8. The learned Counsel for the Plaintiff tried to urge that u/s 5(4) of the Act the landlord has only to claim that the annual rent was inadequate. It was not necessary for him to prove that fact. In fact it was for the tenant to prove that it was adequate. Merely claiming that the reasonable rent was inadequate was enough and the court was bound to refix the rent. This contention of the learned Counsel appears to be clearly untenable. The right to get rent fixed has been conferred on the landlord only on the condition that the annual reasonable rent is inadequate.
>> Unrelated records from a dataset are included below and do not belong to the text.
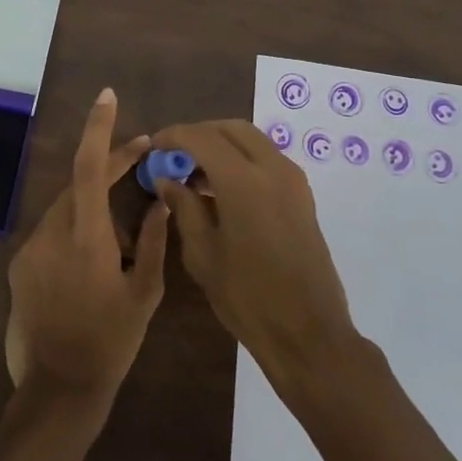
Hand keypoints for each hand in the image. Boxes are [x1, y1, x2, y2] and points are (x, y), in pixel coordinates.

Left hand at [5, 88, 168, 405]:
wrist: (58, 388)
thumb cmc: (111, 341)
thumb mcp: (145, 293)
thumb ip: (155, 242)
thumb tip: (161, 203)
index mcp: (86, 237)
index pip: (89, 167)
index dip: (99, 129)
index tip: (107, 97)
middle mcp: (51, 233)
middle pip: (78, 183)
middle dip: (108, 167)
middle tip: (140, 160)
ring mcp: (30, 250)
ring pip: (65, 208)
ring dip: (92, 206)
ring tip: (121, 236)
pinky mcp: (19, 266)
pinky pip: (51, 232)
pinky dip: (74, 231)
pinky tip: (92, 261)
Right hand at [151, 119, 358, 390]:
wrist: (308, 331)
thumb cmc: (247, 297)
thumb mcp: (203, 254)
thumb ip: (184, 207)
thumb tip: (167, 178)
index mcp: (243, 181)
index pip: (202, 137)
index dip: (174, 136)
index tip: (154, 146)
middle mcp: (273, 168)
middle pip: (232, 129)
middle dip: (200, 134)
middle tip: (175, 155)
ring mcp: (293, 180)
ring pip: (252, 141)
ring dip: (222, 146)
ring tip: (194, 174)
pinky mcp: (302, 195)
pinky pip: (267, 160)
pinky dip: (242, 160)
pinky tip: (221, 190)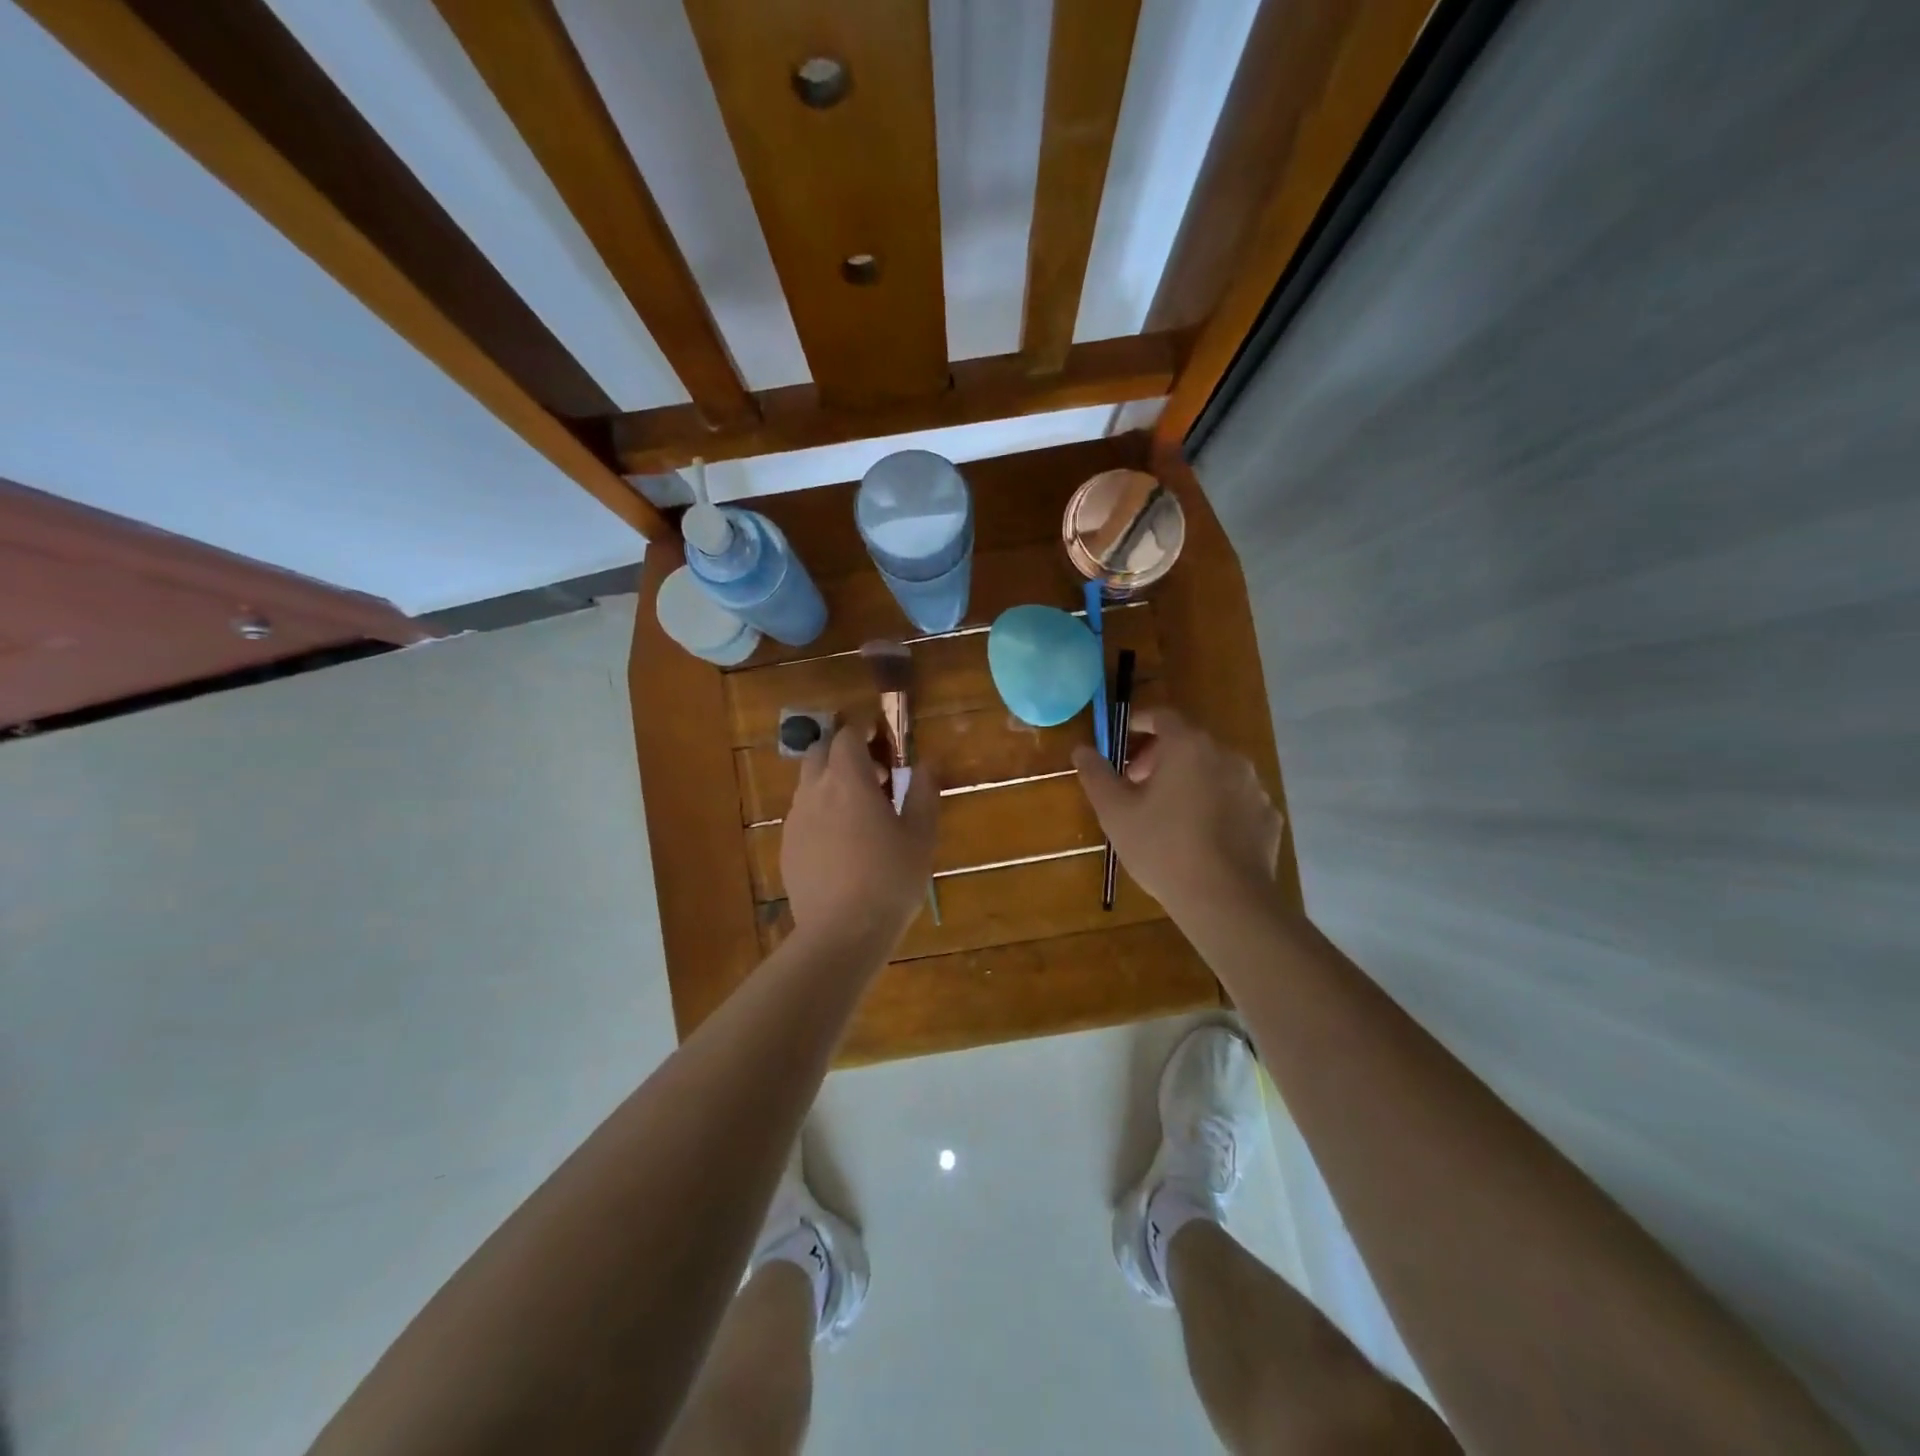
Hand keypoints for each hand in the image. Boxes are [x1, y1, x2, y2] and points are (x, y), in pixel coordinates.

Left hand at [781, 722, 938, 944]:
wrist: (841, 933)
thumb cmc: (890, 880)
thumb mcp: (920, 835)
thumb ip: (923, 792)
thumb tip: (927, 763)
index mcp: (848, 781)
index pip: (846, 736)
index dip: (862, 730)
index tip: (879, 735)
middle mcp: (814, 791)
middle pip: (819, 753)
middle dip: (843, 754)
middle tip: (873, 776)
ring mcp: (795, 820)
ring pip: (808, 784)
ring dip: (830, 783)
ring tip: (859, 812)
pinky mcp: (786, 847)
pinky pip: (802, 815)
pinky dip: (820, 812)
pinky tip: (841, 843)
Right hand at [1073, 707, 1282, 916]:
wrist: (1226, 899)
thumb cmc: (1162, 848)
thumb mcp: (1115, 812)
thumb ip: (1096, 775)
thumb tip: (1082, 749)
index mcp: (1188, 746)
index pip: (1163, 717)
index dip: (1139, 723)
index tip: (1123, 738)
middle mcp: (1227, 756)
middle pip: (1189, 744)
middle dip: (1160, 758)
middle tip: (1137, 785)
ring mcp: (1254, 786)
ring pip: (1215, 772)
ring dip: (1190, 782)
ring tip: (1169, 814)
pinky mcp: (1268, 816)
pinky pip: (1236, 800)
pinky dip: (1217, 806)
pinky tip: (1202, 836)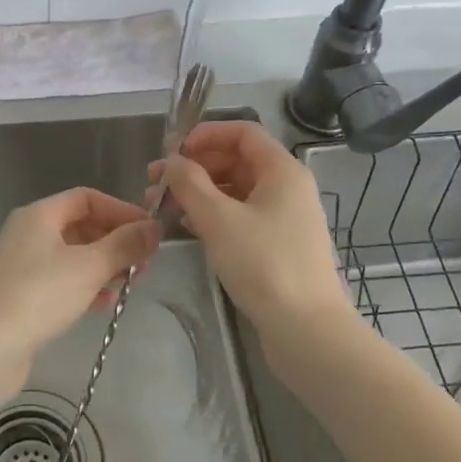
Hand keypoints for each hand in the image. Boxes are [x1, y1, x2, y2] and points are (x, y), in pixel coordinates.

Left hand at [0, 188, 157, 384]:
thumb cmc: (40, 296)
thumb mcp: (90, 267)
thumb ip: (125, 245)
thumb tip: (154, 228)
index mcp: (39, 215)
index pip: (86, 198)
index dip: (120, 210)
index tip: (148, 231)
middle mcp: (27, 233)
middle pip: (80, 226)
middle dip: (115, 241)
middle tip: (144, 262)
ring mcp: (22, 265)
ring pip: (73, 256)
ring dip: (104, 265)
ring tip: (131, 283)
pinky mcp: (22, 294)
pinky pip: (62, 280)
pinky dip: (85, 286)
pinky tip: (105, 303)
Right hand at [153, 122, 353, 339]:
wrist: (305, 329)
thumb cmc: (264, 264)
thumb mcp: (219, 219)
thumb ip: (189, 183)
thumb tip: (171, 161)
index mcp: (282, 171)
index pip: (243, 132)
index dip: (205, 135)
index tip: (171, 152)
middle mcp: (287, 187)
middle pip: (236, 160)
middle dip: (194, 167)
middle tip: (155, 184)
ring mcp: (284, 218)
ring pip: (236, 190)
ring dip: (199, 193)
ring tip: (162, 207)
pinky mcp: (277, 245)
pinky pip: (241, 216)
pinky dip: (213, 215)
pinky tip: (187, 228)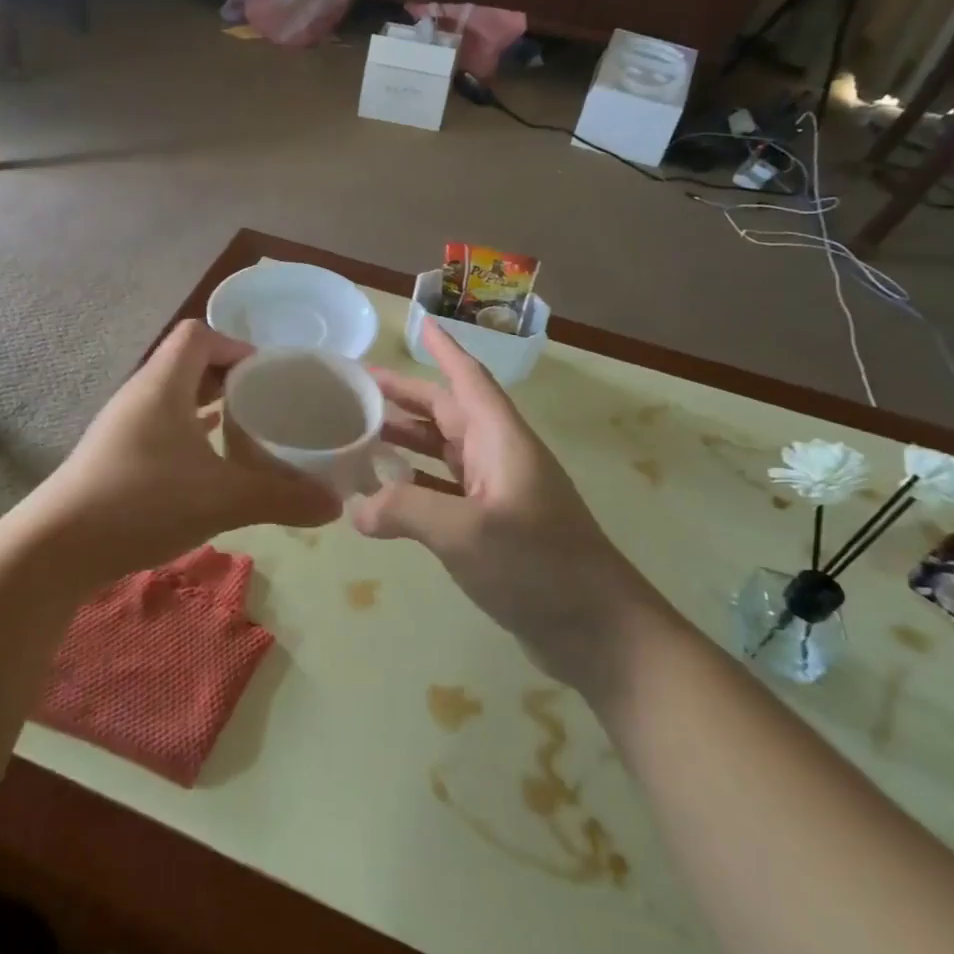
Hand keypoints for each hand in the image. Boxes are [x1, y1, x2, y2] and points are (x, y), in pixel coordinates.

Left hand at [39, 320, 342, 576]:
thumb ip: (282, 497)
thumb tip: (334, 505)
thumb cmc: (141, 502)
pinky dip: (190, 438)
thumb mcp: (223, 499)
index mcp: (162, 385)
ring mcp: (123, 428)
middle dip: (230, 380)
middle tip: (268, 405)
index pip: (198, 335)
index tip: (270, 375)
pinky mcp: (116, 458)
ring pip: (173, 401)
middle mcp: (140, 396)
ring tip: (246, 433)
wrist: (57, 548)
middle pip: (188, 365)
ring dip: (209, 410)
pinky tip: (210, 467)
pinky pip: (161, 430)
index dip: (236, 345)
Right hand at [353, 322, 656, 661]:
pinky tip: (384, 495)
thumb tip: (355, 509)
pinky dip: (414, 485)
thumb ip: (404, 511)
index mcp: (501, 441)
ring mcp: (498, 494)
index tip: (417, 323)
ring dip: (405, 441)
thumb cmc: (539, 566)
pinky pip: (444, 491)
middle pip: (448, 413)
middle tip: (355, 390)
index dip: (444, 350)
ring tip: (359, 435)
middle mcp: (500, 458)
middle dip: (404, 398)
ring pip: (444, 452)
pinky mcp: (493, 528)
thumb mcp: (466, 533)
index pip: (468, 380)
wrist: (598, 631)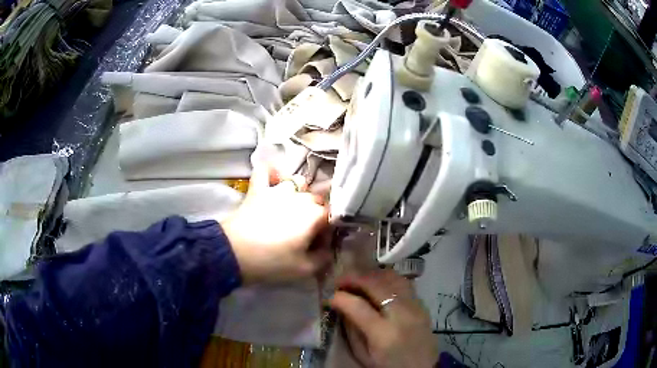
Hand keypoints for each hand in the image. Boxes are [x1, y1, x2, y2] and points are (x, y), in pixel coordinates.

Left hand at [221, 165, 331, 283]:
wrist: (234, 253)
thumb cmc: (272, 262)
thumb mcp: (304, 269)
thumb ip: (324, 258)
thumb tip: (327, 248)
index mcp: (315, 215)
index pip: (332, 217)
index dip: (328, 231)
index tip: (319, 244)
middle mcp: (300, 197)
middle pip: (317, 200)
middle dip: (316, 214)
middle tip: (305, 233)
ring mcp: (278, 189)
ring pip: (297, 182)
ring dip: (299, 193)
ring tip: (291, 208)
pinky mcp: (258, 188)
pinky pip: (266, 170)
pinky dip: (271, 172)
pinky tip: (274, 180)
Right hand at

The landlord can therefore maintain and succeed in a suit for fixation of rent only if he establishes that the condition is fulfilled. A mere allegation that the annual reasonable rent is inadequate cannot obviously be enough. 9. It therefore appears to me that the decree of the learned Munsif fixing the rent at Rs. 25 per month cannot be upheld. The application in revision is, therefore, allowed and the Plaintiff's suit dismissed with costs in both the courts.